TASK OBJECTIVE ->
Search the material below for the word "length". Copy every line where it is found.
⁂
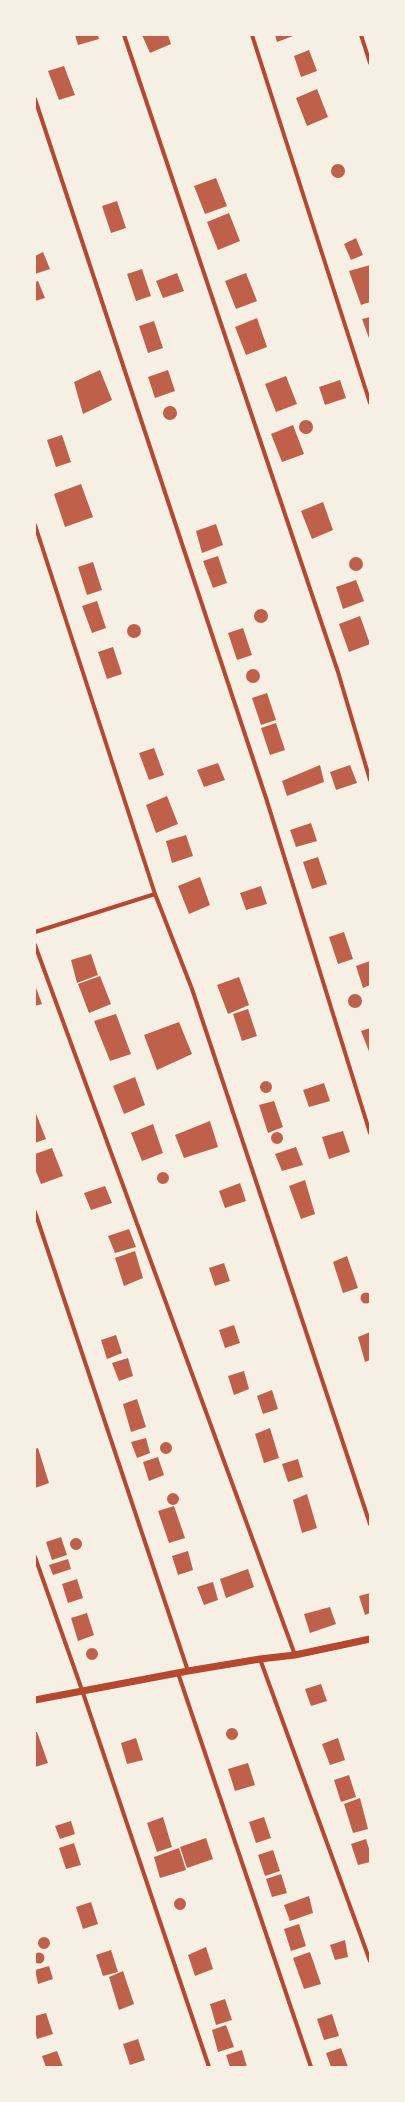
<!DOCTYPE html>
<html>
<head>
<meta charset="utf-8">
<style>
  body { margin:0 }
  #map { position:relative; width:405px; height:2102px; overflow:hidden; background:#f6efe4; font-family:Commissioner,sans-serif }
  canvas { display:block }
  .frame { position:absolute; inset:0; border:36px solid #f6efe4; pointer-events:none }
</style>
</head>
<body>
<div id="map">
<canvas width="405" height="2102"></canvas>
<div class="frame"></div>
</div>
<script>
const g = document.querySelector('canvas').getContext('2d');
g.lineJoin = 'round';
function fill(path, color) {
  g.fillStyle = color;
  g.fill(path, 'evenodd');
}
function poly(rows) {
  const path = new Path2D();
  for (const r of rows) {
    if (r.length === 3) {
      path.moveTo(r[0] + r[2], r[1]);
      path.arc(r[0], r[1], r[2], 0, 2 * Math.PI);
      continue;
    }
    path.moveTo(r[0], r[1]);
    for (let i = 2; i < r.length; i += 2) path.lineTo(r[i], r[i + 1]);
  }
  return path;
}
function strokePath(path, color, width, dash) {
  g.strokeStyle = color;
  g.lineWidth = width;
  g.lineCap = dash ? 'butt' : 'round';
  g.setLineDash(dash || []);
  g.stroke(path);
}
fill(poly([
  [75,35,98,35,99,39,78,45],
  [142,35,168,35,171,44,150,53],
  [275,35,292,35,293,36,277,42],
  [309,50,317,71,301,77,294,56],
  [64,66,75,95,59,100,48,71],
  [317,89,328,117,307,126,296,98],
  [338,171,7],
  [216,178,227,206,205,214,194,186],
  [117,201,126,228,111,233,102,206],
  [229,213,240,241,218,250,207,222],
  [356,238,363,255,351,260,344,244],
  [43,252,50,269,35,274,35,256],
  [370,265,370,302,361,305,349,271],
  [142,269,151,296,136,301,127,274],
  [177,273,184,291,163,298,156,281],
  [246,273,257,301,236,309,225,281],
  [38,281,45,298,35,301,35,282],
  [370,317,370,341,362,319],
  [257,318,267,347,246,355,235,327],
  [154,321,163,348,148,353,139,326],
  [100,370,112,400,83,414,74,382],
  [168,370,175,391,155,398,148,377],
  [286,376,297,404,276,412,265,384],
  [340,380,346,398,325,405,319,387],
  [170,413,7],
  [306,427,7],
  [293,425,304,454,282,462,271,434],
  [62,435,71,462,56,467,47,440],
  [81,484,93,517,65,527,54,494],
  [323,502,333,530,312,539,301,511],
  [216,524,223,545,202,553,196,531],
  [218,556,227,583,213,588,203,561],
  [356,564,7],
  [93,562,102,590,87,595,78,567],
  [356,580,364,601,343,609,336,587],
  [97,601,106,628,92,633,82,606],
  [261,616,7],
  [360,616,370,644,349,652,339,624],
  [134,631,7],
  [243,628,252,655,237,660,228,633],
  [113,647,122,674,107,679,98,652],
  [253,676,7],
  [267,693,276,720,261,725,252,698],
  [276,723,285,750,270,755,261,728],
  [154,748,164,775,149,780,139,753],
  [218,763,225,780,204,787,197,770],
  [320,765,324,782,287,796,282,781],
  [350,765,357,783,336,790,330,772],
  [167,796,178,824,156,833,146,805],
  [311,823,317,841,296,847,290,830],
  [186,835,193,856,172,863,166,841],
  [318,857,327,884,312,889,303,862],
  [200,877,210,905,189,914,178,886],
  [261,886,267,904,246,910,240,893],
  [344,932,353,959,338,964,329,937],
  [91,954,98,975,77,983,71,960],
  [370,961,370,985,363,988,356,966],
  [100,976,111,1004,89,1013,78,984],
  [239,977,249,1005,228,1014,217,985],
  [35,985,42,1004,35,1006],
  [355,1001,7],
  [248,1009,257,1036,242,1041,233,1014],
  [116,1014,131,1054,110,1061,94,1021],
  [179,1022,192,1054,157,1070,144,1035],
  [370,1028,370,1054,361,1031],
  [135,1077,145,1105,124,1114,113,1086],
  [266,1087,6],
  [324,1083,330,1101,309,1107,303,1090],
  [274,1101,283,1127,268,1133,259,1105],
  [35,1111,46,1139,35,1143],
  [210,1121,218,1147,184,1158,175,1135],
  [153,1124,163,1153,142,1161,131,1133],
  [343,1131,350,1152,329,1159,322,1137],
  [277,1138,6],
  [296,1147,303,1165,282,1171,275,1154],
  [52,1148,63,1176,41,1184,35,1169,35,1154],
  [163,1178,6],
  [305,1180,315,1214,301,1219,289,1186],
  [240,1183,246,1201,225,1208,219,1191],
  [105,1186,112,1203,91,1210,84,1193],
  [129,1229,136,1247,115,1253,108,1236],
  [135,1251,143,1278,124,1286,115,1258],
  [347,1256,358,1288,343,1293,333,1262],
  [224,1263,230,1281,215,1286,209,1268],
  [366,1298,5.5],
  [234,1325,240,1343,225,1348,219,1330],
  [370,1332,370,1360,365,1362,358,1337],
  [116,1335,122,1353,107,1359,101,1340],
  [128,1358,133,1376,119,1381,112,1363],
  [244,1371,249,1389,234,1395,228,1376],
  [272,1390,278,1409,263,1414,257,1396],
  [137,1399,146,1427,131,1432,123,1404],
  [270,1428,279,1458,264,1463,255,1434],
  [146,1438,150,1453,137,1458,131,1442],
  [166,1448,6],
  [38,1448,49,1483,35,1488,35,1449],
  [158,1457,164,1475,149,1481,143,1462],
  [298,1459,303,1477,288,1482,282,1464],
  [173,1499,6],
  [307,1494,317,1528,302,1533,293,1500],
  [174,1506,185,1538,169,1543,158,1511],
  [61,1537,67,1555,52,1560,46,1542],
  [76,1544,6],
  [188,1551,193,1570,178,1575,172,1556],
  [68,1559,71,1569,53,1575,49,1565],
  [248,1569,254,1587,226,1598,220,1579],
  [77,1579,83,1598,68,1603,62,1584],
  [213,1582,218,1600,204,1605,197,1587],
  [370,1593,370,1613,365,1615,359,1596],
  [330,1607,336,1624,310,1633,304,1614],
  [87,1613,94,1635,78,1641,71,1618],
  [92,1654,6],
  [321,1684,327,1701,311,1706,305,1689],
  [232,1734,6],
  [35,1732,37,1732,48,1763,35,1767],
  [136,1738,143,1760,127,1764,121,1743],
  [338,1738,345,1760,330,1765,322,1744],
  [248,1763,255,1785,235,1791,228,1769],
  [349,1775,356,1797,341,1802,334,1780],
  [360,1798,368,1829,353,1833,344,1804],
  [163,1817,172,1847,157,1852,147,1823],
  [264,1817,271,1838,256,1843,249,1822],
  [71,1821,75,1834,60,1839,55,1826],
  [206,1838,213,1859,187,1868,180,1847],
  [366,1839,370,1852,370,1862,358,1865,351,1844],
  [74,1843,81,1865,66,1869,59,1848],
  [179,1848,186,1870,160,1878,154,1857],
  [273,1850,280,1871,265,1876,258,1855],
  [281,1874,287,1893,272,1897,266,1879],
  [309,1896,313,1913,290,1921,284,1905],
  [180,1904,6],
  [91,1902,98,1924,83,1929,76,1907],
  [299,1924,306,1946,291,1951,284,1929],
  [44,1943,6],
  [345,1940,348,1957,335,1960,330,1945],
  [206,1947,213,1969,195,1976,188,1955],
  [111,1950,118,1972,103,1976,96,1955],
  [310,1952,321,1984,304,1989,293,1958],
  [39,1958,5.5],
  [49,1966,53,1979,38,1984,35,1970],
  [123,1971,134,2004,119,2010,109,1977],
  [225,1999,232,2020,216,2025,210,2004],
  [46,2013,53,2034,37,2039,35,2031,35,2016],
  [332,2014,339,2036,324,2040,317,2019],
  [226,2025,234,2047,218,2052,212,2030],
  [138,2039,145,2060,130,2065,123,2044],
  [341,2048,348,2067,331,2067,326,2053],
  [242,2050,247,2067,230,2067,226,2055],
  [57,2051,63,2067,46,2067,42,2056]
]), '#bf614a');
strokePath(poly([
  [124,35,338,672,370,780],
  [252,35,370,403],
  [361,35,370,63],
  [35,99,266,798,370,1133],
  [35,525,155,894,192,989,370,1524],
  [35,932,155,894],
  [35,945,295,1655],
  [35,1212,188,1671],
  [35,1557,82,1690,209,2067],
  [260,1659,370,1961],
  [178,1673,311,2067]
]), '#b5482f', 4);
strokePath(poly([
  [35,1700,188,1671,260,1659,295,1655,370,1639]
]), '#b5482f', 7);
</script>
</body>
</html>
⁂
ANSWER FOR THE TASK ->
    if (r.length === 3) {
    for (let i = 2; i < r.length; i += 2) path.lineTo(r[i], r[i + 1]);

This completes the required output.